Par Abdelhamid Zoghlami*
On connaissait « le football samba » des Brésiliens, « le football Orange mécanique » des Hollandais, « le football cadenas » des Italiens, « le football magique » des Argentins, « le football ensoleillé des Espagnols »… On connaît désormais » le football foi » des Marocains.
Les Lions de l’Atlas n’ont peut-être pas de génies qui, comme l’argentin Messi, le français M’bappé, le brésilien Neymar, ou même le croate Modriç, tous capables de faire chacun, à n’importe quel moment, sur un dribble, une passe ou un tir, la différence et faire basculer la rencontre. Ils ont cependant un collectif, ils ont une solidarité, ils ont une âme. Ils ont la foi. Et c’est beaucoup plus important. Car si le génie fait la différence, la foi fait le miracle.
Les footballeurs marocains ne sont pas différents des autres footballeurs qu’on a vus au cours de ce Mondial qatarien. Ils ne viennent pas d’une autre planète et ne pratiquent pas un football différent de celui auquel on est habitué. Les joueurs constituant leur équipe nationale sont, d’ailleurs, majoritairement des enfants d’immigrés, formés dans des clubs européens, et y jouant. Ils ne sont donc pas-en principe-différents des autres joueurs maghrébins, ou même européens qui portent aujourd’hui les couleurs de leurs pays respectifs, qu’ils soient croates, portugais ou même français. Car le football a très tôt été, et restera, l’une des manifestations les plus évidentes de la mondialisation.
Mais plus que tous les autres, et mieux que tous les autres, les Marocains ont démontré qu’ils savent rester attachés à leur pays d’origine (90% des joueurs sont binationaux), non pas seulement par les liens sentimentaux et juridiques, mais en gardant et en revalorisant ses valeurs spirituelles et morales. Cette démonstration de piété dont font montre les joueurs sur le terrain, cette authentique humilité, cette bonté envers leurs pères et mères présents lors des rencontres, cette fidélité envers la cause palestinienne exprimée fermement mais sans ostentation…, c’est tout cela qui distingue l’équipe marocaine, en donnant à ses joueurs cette grande force intérieure, cette capacité à affronter des adversaires autrement mieux armés, plus aguerris et rompus à ce genre de compétitions internationales. Ils ont la foi.

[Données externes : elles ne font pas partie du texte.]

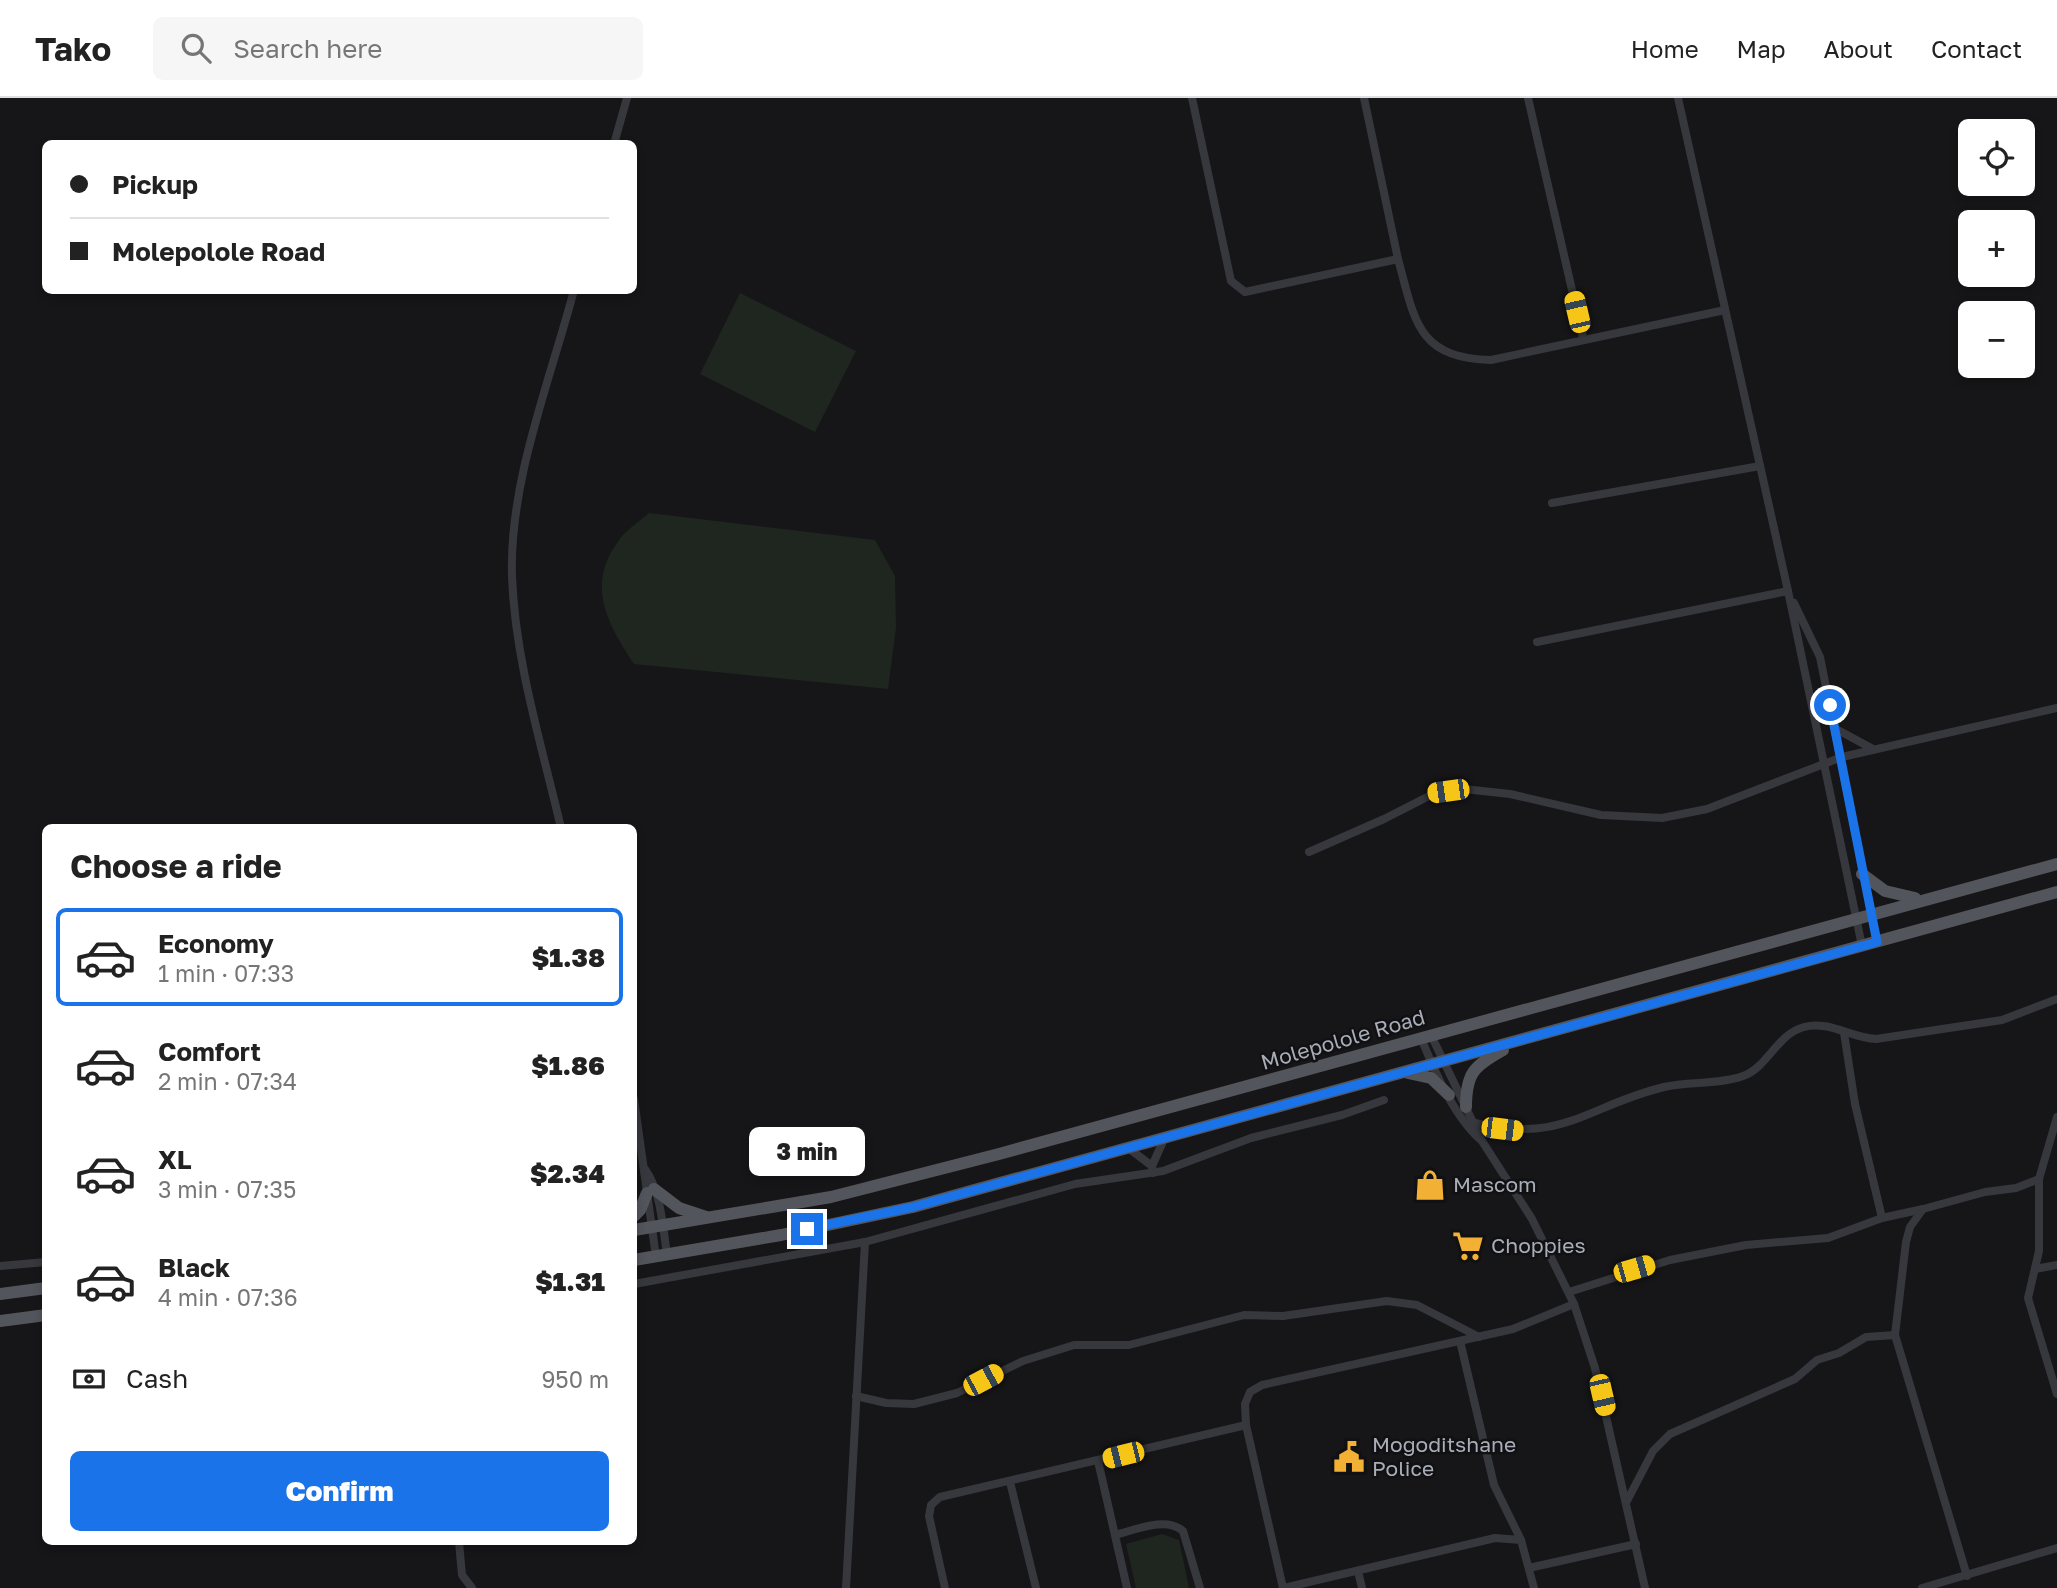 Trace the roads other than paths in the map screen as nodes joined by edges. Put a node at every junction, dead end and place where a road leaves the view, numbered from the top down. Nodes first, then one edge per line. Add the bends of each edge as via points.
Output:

On pourrait évidemment trouver ces valeurs un peu vieillottes, dépassées, voire ringardes. Erreur. Dans un monde livré aux lois du plus fort et où l’argent ne laisse désormais aucune place aux valeurs humaines morales et spirituelles, cette foi faisant agir comme un seul homme les joueurs Marocains, fait la différence. Elle leur assure cette résistance et cette combativité rarement vues auparavant. En fait, à football égal, ce sont ceux qui ont cette foi qui gagnent à fin. Et c’est là une leçon pour tous les africains et arabes. Pour tous les petits pays en somme
Bien sûr, cette foi ne vient pas de rien. Elle est le produit d’une éducation et d’une formation. Elle est basée sur des institutions solides, travaillant dans l’harmonie et le respect mutuel. Elle est la traduction d’une vision claire obéissant à une politique forte et cohérente. Elle, plus concrètement, le juste reflet d’une fédération nationale sérieuse et impliquée dans un projet national, d’un ministère des sports au-dessus des querelles personnelles ou claniques, et d’un championnat national ambitieux et de qualité. Bref, tout ce qui fait aujourd’hui défaut à notre football malgré le foisonnement des talents parmi une jeunesse hélas bouffée par l’oisiveté et le désœuvrement.